SUPPLIED DATA START

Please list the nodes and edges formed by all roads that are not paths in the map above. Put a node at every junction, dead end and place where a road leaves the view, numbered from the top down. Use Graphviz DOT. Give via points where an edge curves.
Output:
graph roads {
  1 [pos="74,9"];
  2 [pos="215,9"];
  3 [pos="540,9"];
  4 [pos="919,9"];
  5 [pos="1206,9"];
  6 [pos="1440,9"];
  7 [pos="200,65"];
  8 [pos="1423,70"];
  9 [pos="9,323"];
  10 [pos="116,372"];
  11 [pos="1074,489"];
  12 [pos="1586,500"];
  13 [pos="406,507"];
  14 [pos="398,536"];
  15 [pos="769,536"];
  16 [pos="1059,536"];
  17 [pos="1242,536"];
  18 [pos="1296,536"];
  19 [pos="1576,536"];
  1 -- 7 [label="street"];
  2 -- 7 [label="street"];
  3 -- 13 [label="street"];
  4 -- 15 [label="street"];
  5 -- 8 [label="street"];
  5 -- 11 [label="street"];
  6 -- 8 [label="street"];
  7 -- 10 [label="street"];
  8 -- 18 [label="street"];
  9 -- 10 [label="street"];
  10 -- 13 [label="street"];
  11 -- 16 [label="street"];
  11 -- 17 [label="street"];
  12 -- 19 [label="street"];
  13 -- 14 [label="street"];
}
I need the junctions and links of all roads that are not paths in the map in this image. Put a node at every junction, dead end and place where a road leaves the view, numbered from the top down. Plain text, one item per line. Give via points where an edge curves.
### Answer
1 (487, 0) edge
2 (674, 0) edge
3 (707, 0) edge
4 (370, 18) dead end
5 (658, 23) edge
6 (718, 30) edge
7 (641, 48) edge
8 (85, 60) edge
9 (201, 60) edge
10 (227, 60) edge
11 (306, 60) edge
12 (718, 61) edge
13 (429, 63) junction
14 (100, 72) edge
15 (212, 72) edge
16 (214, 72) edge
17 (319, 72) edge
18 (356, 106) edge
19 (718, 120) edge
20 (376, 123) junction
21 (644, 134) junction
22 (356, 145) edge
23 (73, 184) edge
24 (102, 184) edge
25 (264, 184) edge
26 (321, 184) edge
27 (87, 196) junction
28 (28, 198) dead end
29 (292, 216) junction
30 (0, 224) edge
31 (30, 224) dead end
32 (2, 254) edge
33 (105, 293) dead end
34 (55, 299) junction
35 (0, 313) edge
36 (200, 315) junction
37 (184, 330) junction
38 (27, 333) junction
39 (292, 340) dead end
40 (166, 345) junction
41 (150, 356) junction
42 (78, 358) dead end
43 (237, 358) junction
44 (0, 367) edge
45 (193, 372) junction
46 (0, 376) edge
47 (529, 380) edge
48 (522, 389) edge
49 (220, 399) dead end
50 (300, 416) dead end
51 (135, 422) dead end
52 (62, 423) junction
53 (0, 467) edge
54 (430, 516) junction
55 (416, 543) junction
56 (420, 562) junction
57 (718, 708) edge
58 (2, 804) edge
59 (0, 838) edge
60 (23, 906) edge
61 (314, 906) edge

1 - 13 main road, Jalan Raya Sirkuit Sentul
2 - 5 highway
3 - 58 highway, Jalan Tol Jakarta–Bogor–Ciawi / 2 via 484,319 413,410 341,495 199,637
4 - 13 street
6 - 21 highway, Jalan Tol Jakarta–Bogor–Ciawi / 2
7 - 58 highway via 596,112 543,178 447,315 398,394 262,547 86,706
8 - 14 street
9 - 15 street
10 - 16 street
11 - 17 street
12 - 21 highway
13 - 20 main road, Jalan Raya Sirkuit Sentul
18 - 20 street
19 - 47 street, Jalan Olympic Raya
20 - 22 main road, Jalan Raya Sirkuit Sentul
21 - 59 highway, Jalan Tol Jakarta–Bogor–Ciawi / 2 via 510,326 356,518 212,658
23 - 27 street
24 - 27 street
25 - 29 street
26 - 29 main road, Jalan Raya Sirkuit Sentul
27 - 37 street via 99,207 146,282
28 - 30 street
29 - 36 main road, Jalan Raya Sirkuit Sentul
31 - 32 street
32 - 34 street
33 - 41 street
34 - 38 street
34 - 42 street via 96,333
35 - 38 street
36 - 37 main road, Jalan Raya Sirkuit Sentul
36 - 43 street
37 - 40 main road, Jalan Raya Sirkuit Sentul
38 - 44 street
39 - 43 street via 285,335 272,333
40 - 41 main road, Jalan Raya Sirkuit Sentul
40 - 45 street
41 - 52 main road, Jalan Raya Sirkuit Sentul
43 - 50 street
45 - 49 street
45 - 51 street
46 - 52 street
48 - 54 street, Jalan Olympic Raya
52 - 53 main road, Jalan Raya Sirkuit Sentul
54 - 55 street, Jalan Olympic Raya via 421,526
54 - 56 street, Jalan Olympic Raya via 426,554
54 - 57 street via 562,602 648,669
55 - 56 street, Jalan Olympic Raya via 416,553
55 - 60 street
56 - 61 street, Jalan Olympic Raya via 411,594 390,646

SUPPLIED DATA END

## ACTION ITEM
None of the records may be omitted; each is to be printed exactly.

## TASK RESPONSE
Please list the nodes and edges formed by all roads that are not paths in the map above. Put a node at every junction, dead end and place where a road leaves the view, numbered from the top down. Use Graphviz DOT. Give via points where an edge curves.
Output:
graph roads {
  1 [pos="74,9"];
  2 [pos="215,9"];
  3 [pos="540,9"];
  4 [pos="919,9"];
  5 [pos="1206,9"];
  6 [pos="1440,9"];
  7 [pos="200,65"];
  8 [pos="1423,70"];
  9 [pos="9,323"];
  10 [pos="116,372"];
  11 [pos="1074,489"];
  12 [pos="1586,500"];
  13 [pos="406,507"];
  14 [pos="398,536"];
  15 [pos="769,536"];
  16 [pos="1059,536"];
  17 [pos="1242,536"];
  18 [pos="1296,536"];
  19 [pos="1576,536"];
  1 -- 7 [label="street"];
  2 -- 7 [label="street"];
  3 -- 13 [label="street"];
  4 -- 15 [label="street"];
  5 -- 8 [label="street"];
  5 -- 11 [label="street"];
  6 -- 8 [label="street"];
  7 -- 10 [label="street"];
  8 -- 18 [label="street"];
  9 -- 10 [label="street"];
  10 -- 13 [label="street"];
  11 -- 16 [label="street"];
  11 -- 17 [label="street"];
  12 -- 19 [label="street"];
  13 -- 14 [label="street"];
}
I need the junctions and links of all roads that are not paths in the map in this image. Put a node at every junction, dead end and place where a road leaves the view, numbered from the top down. Plain text, one item per line. Give via points where an edge curves.
### Answer
1 (487, 0) edge
2 (674, 0) edge
3 (707, 0) edge
4 (370, 18) dead end
5 (658, 23) edge
6 (718, 30) edge
7 (641, 48) edge
8 (85, 60) edge
9 (201, 60) edge
10 (227, 60) edge
11 (306, 60) edge
12 (718, 61) edge
13 (429, 63) junction
14 (100, 72) edge
15 (212, 72) edge
16 (214, 72) edge
17 (319, 72) edge
18 (356, 106) edge
19 (718, 120) edge
20 (376, 123) junction
21 (644, 134) junction
22 (356, 145) edge
23 (73, 184) edge
24 (102, 184) edge
25 (264, 184) edge
26 (321, 184) edge
27 (87, 196) junction
28 (28, 198) dead end
29 (292, 216) junction
30 (0, 224) edge
31 (30, 224) dead end
32 (2, 254) edge
33 (105, 293) dead end
34 (55, 299) junction
35 (0, 313) edge
36 (200, 315) junction
37 (184, 330) junction
38 (27, 333) junction
39 (292, 340) dead end
40 (166, 345) junction
41 (150, 356) junction
42 (78, 358) dead end
43 (237, 358) junction
44 (0, 367) edge
45 (193, 372) junction
46 (0, 376) edge
47 (529, 380) edge
48 (522, 389) edge
49 (220, 399) dead end
50 (300, 416) dead end
51 (135, 422) dead end
52 (62, 423) junction
53 (0, 467) edge
54 (430, 516) junction
55 (416, 543) junction
56 (420, 562) junction
57 (718, 708) edge
58 (2, 804) edge
59 (0, 838) edge
60 (23, 906) edge
61 (314, 906) edge

1 - 13 main road, Jalan Raya Sirkuit Sentul
2 - 5 highway
3 - 58 highway, Jalan Tol Jakarta–Bogor–Ciawi / 2 via 484,319 413,410 341,495 199,637
4 - 13 street
6 - 21 highway, Jalan Tol Jakarta–Bogor–Ciawi / 2
7 - 58 highway via 596,112 543,178 447,315 398,394 262,547 86,706
8 - 14 street
9 - 15 street
10 - 16 street
11 - 17 street
12 - 21 highway
13 - 20 main road, Jalan Raya Sirkuit Sentul
18 - 20 street
19 - 47 street, Jalan Olympic Raya
20 - 22 main road, Jalan Raya Sirkuit Sentul
21 - 59 highway, Jalan Tol Jakarta–Bogor–Ciawi / 2 via 510,326 356,518 212,658
23 - 27 street
24 - 27 street
25 - 29 street
26 - 29 main road, Jalan Raya Sirkuit Sentul
27 - 37 street via 99,207 146,282
28 - 30 street
29 - 36 main road, Jalan Raya Sirkuit Sentul
31 - 32 street
32 - 34 street
33 - 41 street
34 - 38 street
34 - 42 street via 96,333
35 - 38 street
36 - 37 main road, Jalan Raya Sirkuit Sentul
36 - 43 street
37 - 40 main road, Jalan Raya Sirkuit Sentul
38 - 44 street
39 - 43 street via 285,335 272,333
40 - 41 main road, Jalan Raya Sirkuit Sentul
40 - 45 street
41 - 52 main road, Jalan Raya Sirkuit Sentul
43 - 50 street
45 - 49 street
45 - 51 street
46 - 52 street
48 - 54 street, Jalan Olympic Raya
52 - 53 main road, Jalan Raya Sirkuit Sentul
54 - 55 street, Jalan Olympic Raya via 421,526
54 - 56 street, Jalan Olympic Raya via 426,554
54 - 57 street via 562,602 648,669
55 - 56 street, Jalan Olympic Raya via 416,553
55 - 60 street
56 - 61 street, Jalan Olympic Raya via 411,594 390,646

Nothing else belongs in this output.